--- THE DATA ---

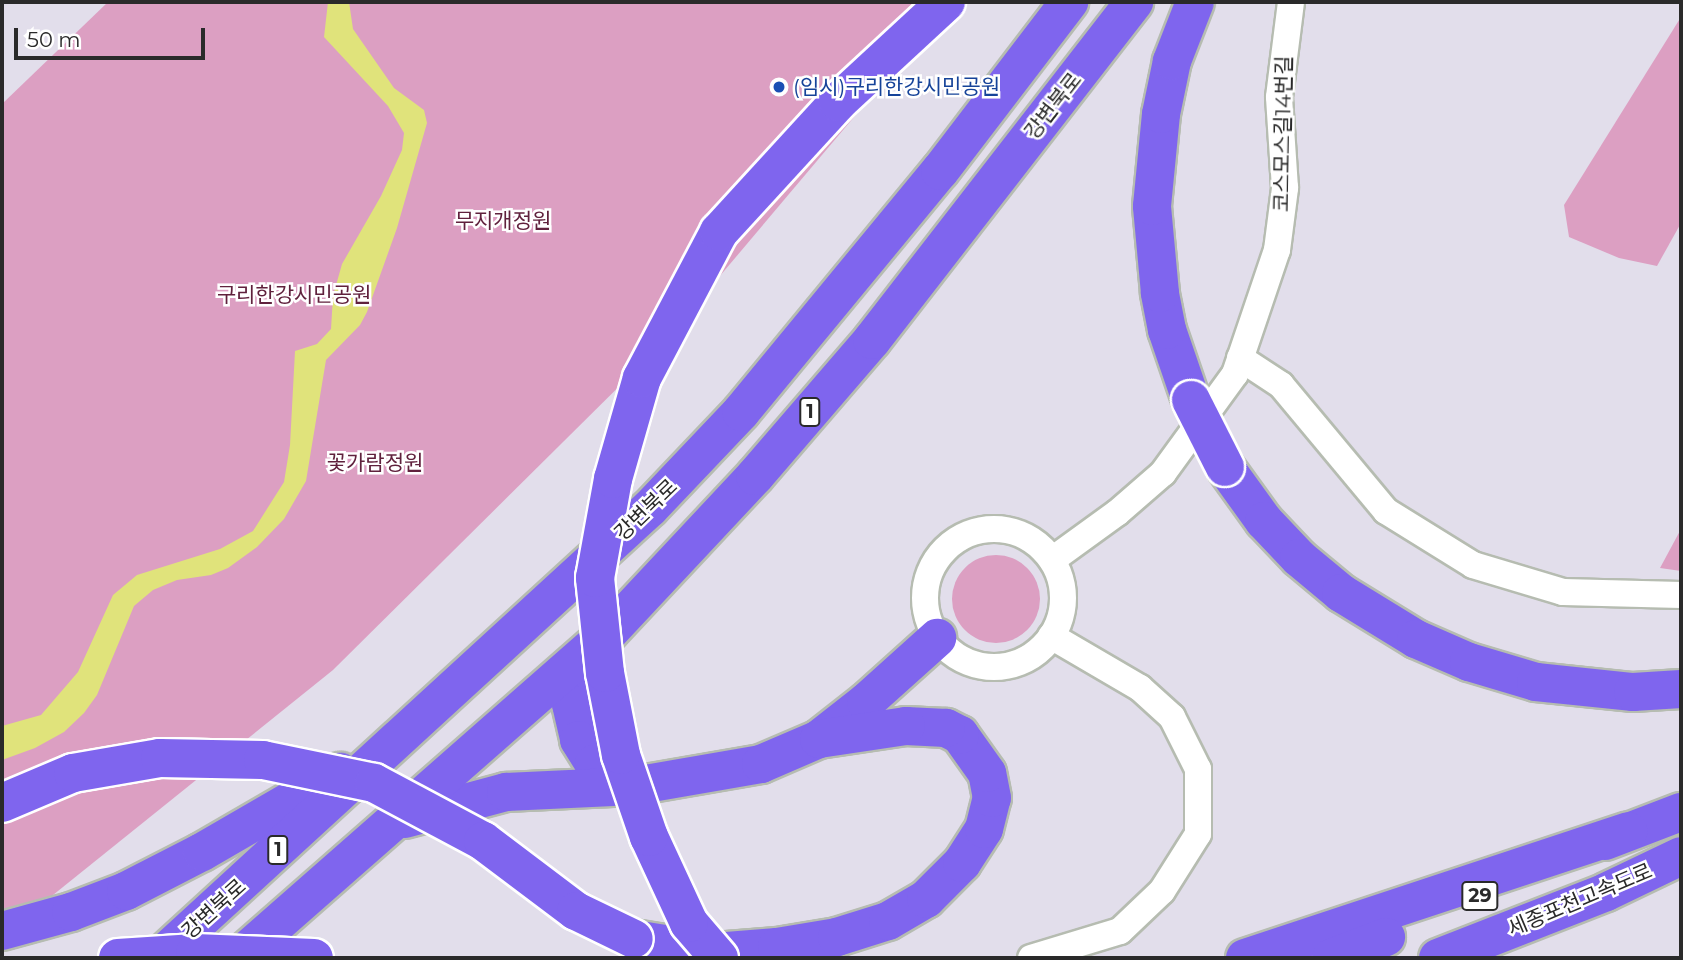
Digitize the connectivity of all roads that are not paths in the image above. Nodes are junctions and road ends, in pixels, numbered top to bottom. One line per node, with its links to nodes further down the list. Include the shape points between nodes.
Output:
1 (946, 2): 27 (highway, bridge, via 838,102 719,232 642,378 613,480 595,578 621,755 649,837 689,923)
2 (1069, 2): 14 (highway, 강변북로 / 1, via 940,171 741,412 650,508)
3 (1134, 2): 9 (highway, 강변북로 / 1, via 872,340 755,476)
4 (1195, 2): 12 (highway, bridge, via 1172,61 1160,114 1152,206 1167,330 1191,400 1225,467 1264,521 1299,558 1341,593 1416,639 1469,662 1536,682 1633,692)
5 (1291, 2): 6 (street, 코스모스길14번길, via 1279,97 1285,188 1277,250)
6 (1240, 358): 7 (street, 코스모스길14번길, via 1234,374 1163,473); 8 (street, via 1281,385 1386,512 1473,565 1563,592)
7 (1052, 560): 10 (street, via 1063,598); 11 (street, via 1039,545 1003,530 983,530 947,547 934,563 924,601)
8 (1681, 594)
9 (609, 632): 15 (highway, via 583,671 571,704 579,740 594,764); 18 (highway, 강변북로 / 1)
10 (1051, 636): 11 (street, via 1027,659 995,668 962,660); 28 (street, via 1140,688 1172,717 1198,769 1198,834 1162,891 1120,931)
11 (937, 638): 13 (highway)
12 (1681, 690)
13 (819, 739): 15 (highway, via 761,764); 16 (highway, bridge, via 906,726 946,728 960,735 987,773 992,798 984,829 962,863 926,899 888,921 777,947 714,952 634,939 576,911 483,841 374,783 263,760 160,758 74,773)
14 (397, 740): 22 (highway, via 126,891); 24 (highway, 강변북로 / 1)
15 (634, 786): 18 (highway, via 506,792)
16 (2, 803)
17 (1681, 812): 19 (highway, 세종포천고속도로 / 29)
18 (397, 821): 25 (highway, 강변북로 / 1)
19 (1628, 831): 29 (highway); 30 (highway, 세종포천고속도로 / 29)
20 (1681, 856): 21 (highway, 세종포천고속도로 / 29)
21 (1606, 892): 31 (highway, 세종포천고속도로 / 29); 32 (highway)
22 (2, 931)
23 (118, 958): 26 (highway, bridge, via 195,953)
24 (159, 958)
25 (238, 958)
26 (314, 958)
27 (719, 958)
28 (1031, 958)
29 (1245, 958)
30 (1331, 958)
31 (1438, 958)
32 (1471, 958)

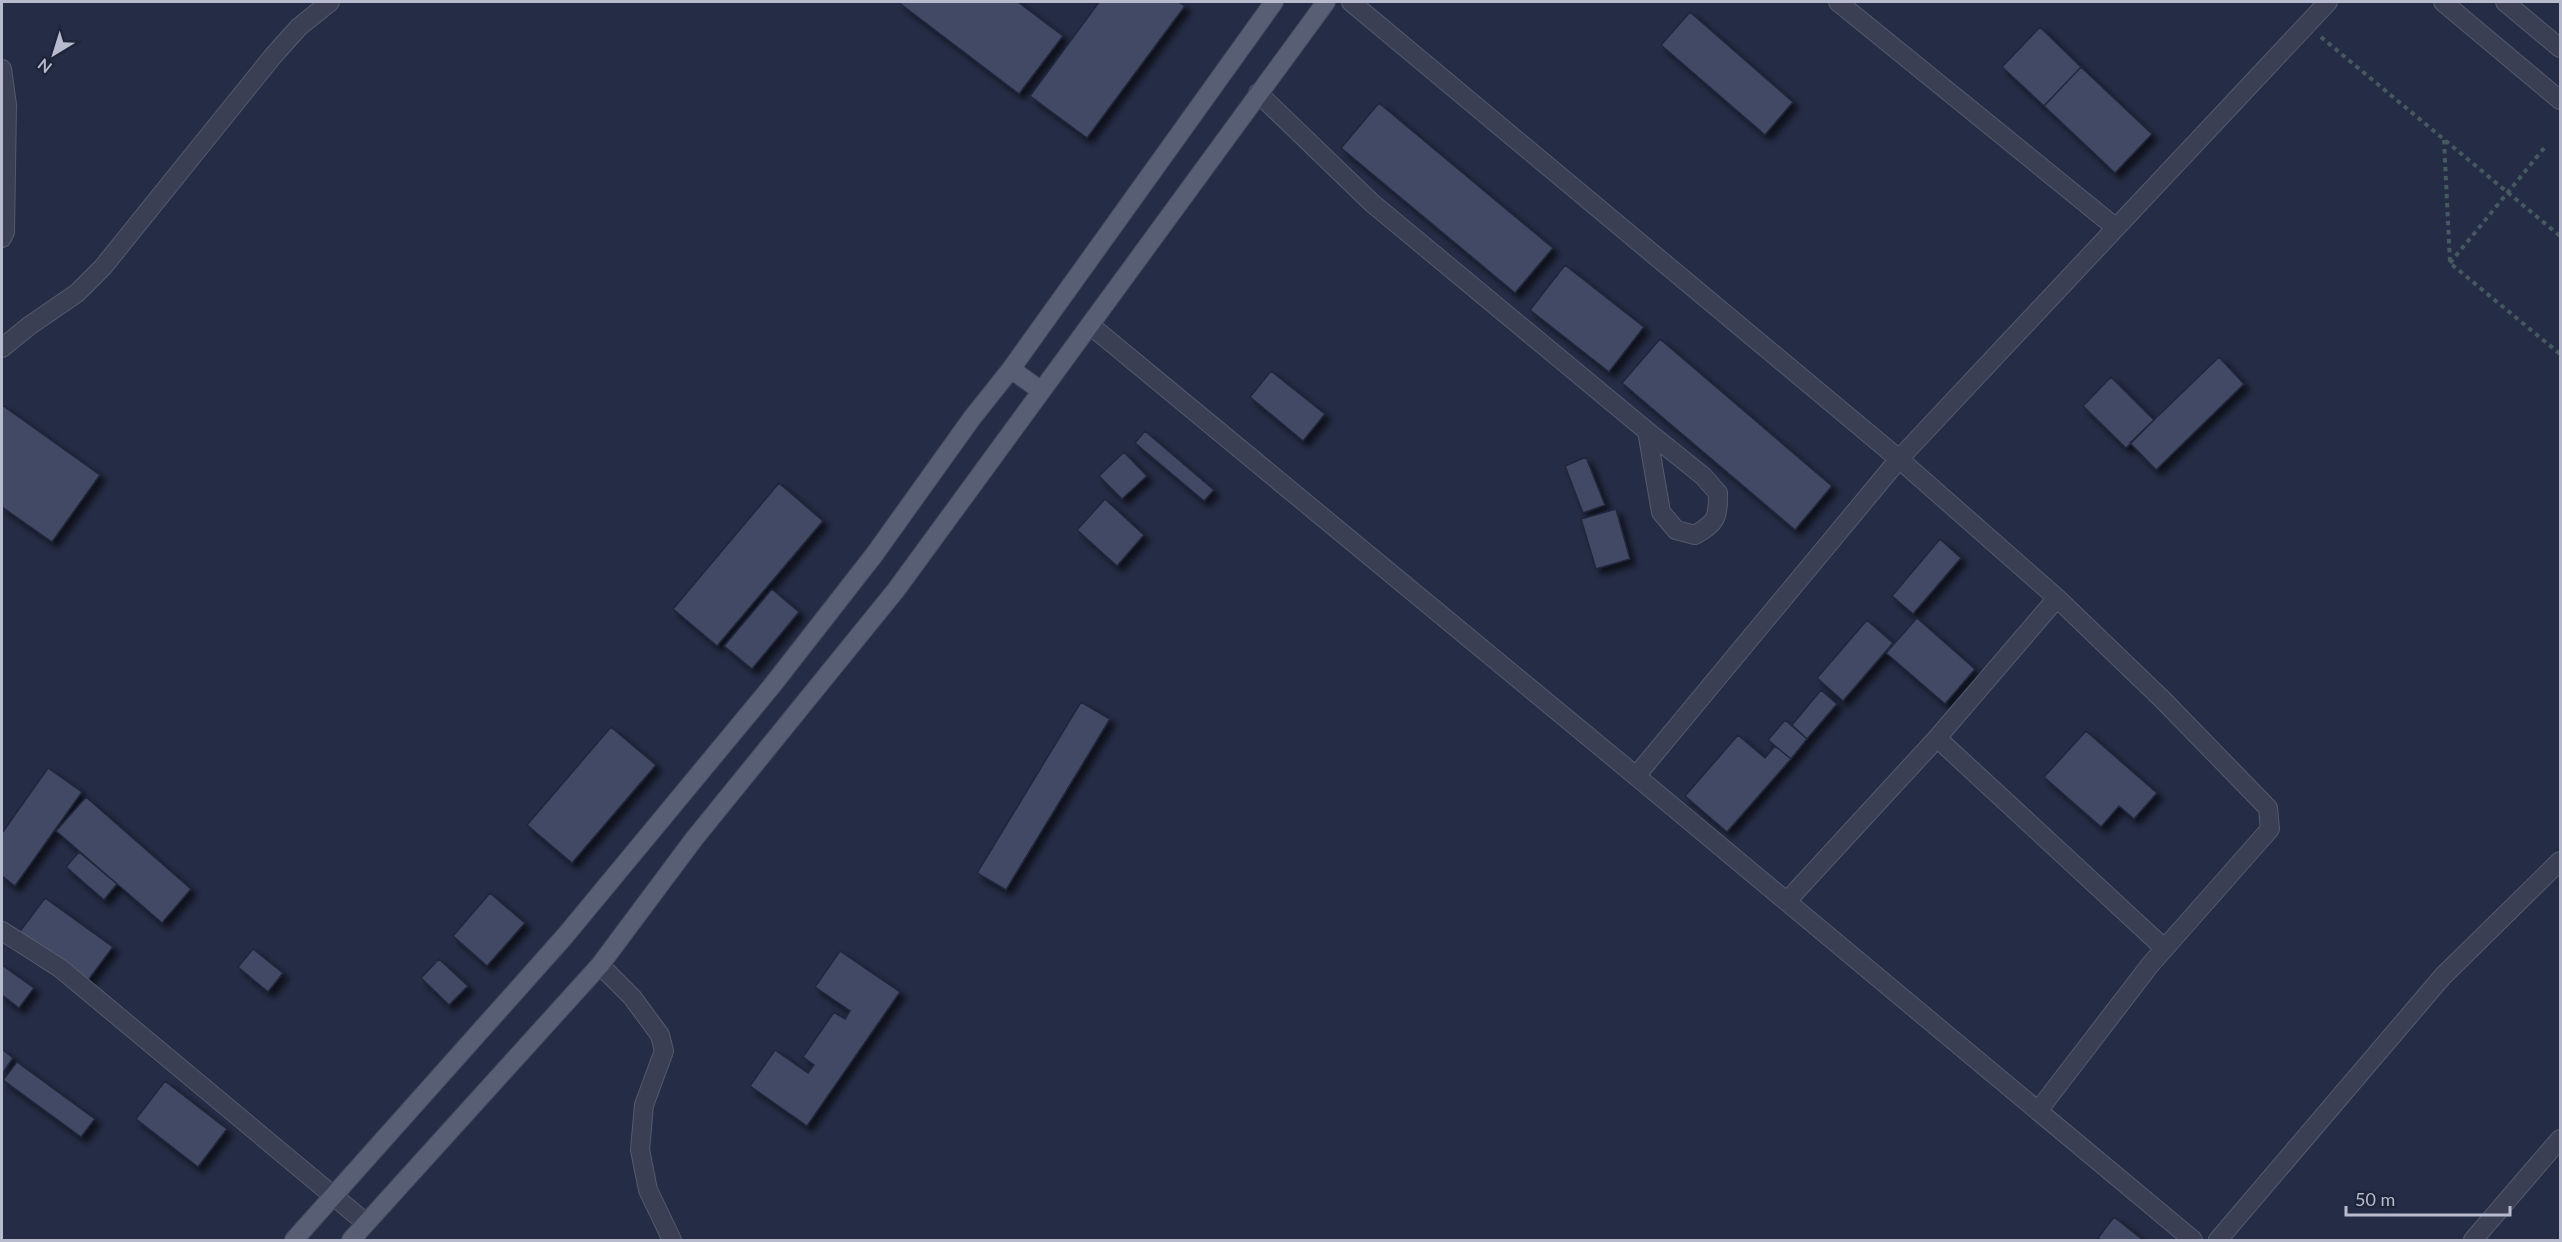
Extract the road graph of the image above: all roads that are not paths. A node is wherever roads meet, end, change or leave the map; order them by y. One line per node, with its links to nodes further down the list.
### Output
1 (330, 2): 16 (street)
2 (1274, 2): 17 (main road)
3 (1326, 2): 11 (main road)
4 (1351, 2): 20 (street)
5 (1838, 2): 13 (street)
6 (2328, 2): 13 (street)
7 (2443, 2): 12 (street)
8 (2505, 2): 9 (street)
9 (2560, 48)
10 (2, 69): 14 (street)
11 (1258, 93): 15 (main road); 19 (street)
12 (2560, 100)
13 (2115, 227): 20 (street)
14 (2, 238)
15 (1090, 326): 18 (main road); 23 (street)
16 (2, 348)
17 (1011, 369): 18 (main road); 31 (main road)
18 (1040, 390): 28 (main road)
19 (1647, 431): 19 (street)
20 (1899, 459): 21 (street); 23 (street)
21 (2058, 598): 22 (street); 27 (street)
22 (1937, 738): 25 (street); 27 (street)
23 (1636, 776): 25 (street)
24 (2560, 861): 37 (street)
25 (1786, 901): 29 (street)
26 (2, 931): 31 (street)
27 (2164, 948): 29 (street)
28 (600, 965): 32 (main road); 35 (street)
29 (2038, 1111): 36 (street)
30 (2560, 1138): 38 (street)
31 (334, 1195): 32 (street); 33 (main road)
32 (366, 1223): 34 (main road)
33 (294, 1240)
34 (351, 1240)
35 (672, 1240)
36 (2193, 1240)
37 (2218, 1240)
38 (2473, 1240)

---

TASK PROMPT: The entries above need to be repeated word for word, minus their pictures.

OUTPUT FOR THIS EXERCISE:
Digitize the connectivity of all roads that are not paths in the image above. Nodes are junctions and road ends, in pixels, numbered top to bottom. One line per node, with its links to nodes further down the list. Include the shape points between nodes.
Output:
1 (946, 2): 27 (highway, bridge, via 838,102 719,232 642,378 613,480 595,578 621,755 649,837 689,923)
2 (1069, 2): 14 (highway, 강변북로 / 1, via 940,171 741,412 650,508)
3 (1134, 2): 9 (highway, 강변북로 / 1, via 872,340 755,476)
4 (1195, 2): 12 (highway, bridge, via 1172,61 1160,114 1152,206 1167,330 1191,400 1225,467 1264,521 1299,558 1341,593 1416,639 1469,662 1536,682 1633,692)
5 (1291, 2): 6 (street, 코스모스길14번길, via 1279,97 1285,188 1277,250)
6 (1240, 358): 7 (street, 코스모스길14번길, via 1234,374 1163,473); 8 (street, via 1281,385 1386,512 1473,565 1563,592)
7 (1052, 560): 10 (street, via 1063,598); 11 (street, via 1039,545 1003,530 983,530 947,547 934,563 924,601)
8 (1681, 594)
9 (609, 632): 15 (highway, via 583,671 571,704 579,740 594,764); 18 (highway, 강변북로 / 1)
10 (1051, 636): 11 (street, via 1027,659 995,668 962,660); 28 (street, via 1140,688 1172,717 1198,769 1198,834 1162,891 1120,931)
11 (937, 638): 13 (highway)
12 (1681, 690)
13 (819, 739): 15 (highway, via 761,764); 16 (highway, bridge, via 906,726 946,728 960,735 987,773 992,798 984,829 962,863 926,899 888,921 777,947 714,952 634,939 576,911 483,841 374,783 263,760 160,758 74,773)
14 (397, 740): 22 (highway, via 126,891); 24 (highway, 강변북로 / 1)
15 (634, 786): 18 (highway, via 506,792)
16 (2, 803)
17 (1681, 812): 19 (highway, 세종포천고속도로 / 29)
18 (397, 821): 25 (highway, 강변북로 / 1)
19 (1628, 831): 29 (highway); 30 (highway, 세종포천고속도로 / 29)
20 (1681, 856): 21 (highway, 세종포천고속도로 / 29)
21 (1606, 892): 31 (highway, 세종포천고속도로 / 29); 32 (highway)
22 (2, 931)
23 (118, 958): 26 (highway, bridge, via 195,953)
24 (159, 958)
25 (238, 958)
26 (314, 958)
27 (719, 958)
28 (1031, 958)
29 (1245, 958)
30 (1331, 958)
31 (1438, 958)
32 (1471, 958)

Extract the road graph of the image above: all roads that are not paths. A node is wherever roads meet, end, change or leave the map; order them by y. One line per node, with its links to nodes further down the list.
### Output
1 (330, 2): 16 (street)
2 (1274, 2): 17 (main road)
3 (1326, 2): 11 (main road)
4 (1351, 2): 20 (street)
5 (1838, 2): 13 (street)
6 (2328, 2): 13 (street)
7 (2443, 2): 12 (street)
8 (2505, 2): 9 (street)
9 (2560, 48)
10 (2, 69): 14 (street)
11 (1258, 93): 15 (main road); 19 (street)
12 (2560, 100)
13 (2115, 227): 20 (street)
14 (2, 238)
15 (1090, 326): 18 (main road); 23 (street)
16 (2, 348)
17 (1011, 369): 18 (main road); 31 (main road)
18 (1040, 390): 28 (main road)
19 (1647, 431): 19 (street)
20 (1899, 459): 21 (street); 23 (street)
21 (2058, 598): 22 (street); 27 (street)
22 (1937, 738): 25 (street); 27 (street)
23 (1636, 776): 25 (street)
24 (2560, 861): 37 (street)
25 (1786, 901): 29 (street)
26 (2, 931): 31 (street)
27 (2164, 948): 29 (street)
28 (600, 965): 32 (main road); 35 (street)
29 (2038, 1111): 36 (street)
30 (2560, 1138): 38 (street)
31 (334, 1195): 32 (street); 33 (main road)
32 (366, 1223): 34 (main road)
33 (294, 1240)
34 (351, 1240)
35 (672, 1240)
36 (2193, 1240)
37 (2218, 1240)
38 (2473, 1240)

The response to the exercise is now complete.